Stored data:
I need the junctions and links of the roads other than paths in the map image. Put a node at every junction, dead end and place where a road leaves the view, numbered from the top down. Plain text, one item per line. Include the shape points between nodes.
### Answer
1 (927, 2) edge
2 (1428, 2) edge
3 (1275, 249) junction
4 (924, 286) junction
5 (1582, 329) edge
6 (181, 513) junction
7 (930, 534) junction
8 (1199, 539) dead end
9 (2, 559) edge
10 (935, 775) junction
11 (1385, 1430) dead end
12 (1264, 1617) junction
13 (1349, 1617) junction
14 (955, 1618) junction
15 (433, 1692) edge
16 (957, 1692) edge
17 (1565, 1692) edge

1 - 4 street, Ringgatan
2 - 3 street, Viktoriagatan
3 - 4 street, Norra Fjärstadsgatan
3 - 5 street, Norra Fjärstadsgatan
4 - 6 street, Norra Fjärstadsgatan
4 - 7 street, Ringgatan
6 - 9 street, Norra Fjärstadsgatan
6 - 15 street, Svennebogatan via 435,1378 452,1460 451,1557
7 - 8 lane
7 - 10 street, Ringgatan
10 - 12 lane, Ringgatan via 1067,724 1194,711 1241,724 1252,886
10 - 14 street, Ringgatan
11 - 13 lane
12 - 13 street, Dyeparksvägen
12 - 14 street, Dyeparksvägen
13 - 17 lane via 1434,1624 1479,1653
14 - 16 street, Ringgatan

Assigned task: Write out each entry again, leaving every word as it is.

Task answer:
I need the junctions and links of the roads other than paths in the map image. Put a node at every junction, dead end and place where a road leaves the view, numbered from the top down. Plain text, one item per line. Include the shape points between nodes.
### Answer
1 (927, 2) edge
2 (1428, 2) edge
3 (1275, 249) junction
4 (924, 286) junction
5 (1582, 329) edge
6 (181, 513) junction
7 (930, 534) junction
8 (1199, 539) dead end
9 (2, 559) edge
10 (935, 775) junction
11 (1385, 1430) dead end
12 (1264, 1617) junction
13 (1349, 1617) junction
14 (955, 1618) junction
15 (433, 1692) edge
16 (957, 1692) edge
17 (1565, 1692) edge

1 - 4 street, Ringgatan
2 - 3 street, Viktoriagatan
3 - 4 street, Norra Fjärstadsgatan
3 - 5 street, Norra Fjärstadsgatan
4 - 6 street, Norra Fjärstadsgatan
4 - 7 street, Ringgatan
6 - 9 street, Norra Fjärstadsgatan
6 - 15 street, Svennebogatan via 435,1378 452,1460 451,1557
7 - 8 lane
7 - 10 street, Ringgatan
10 - 12 lane, Ringgatan via 1067,724 1194,711 1241,724 1252,886
10 - 14 street, Ringgatan
11 - 13 lane
12 - 13 street, Dyeparksvägen
12 - 14 street, Dyeparksvägen
13 - 17 lane via 1434,1624 1479,1653
14 - 16 street, Ringgatan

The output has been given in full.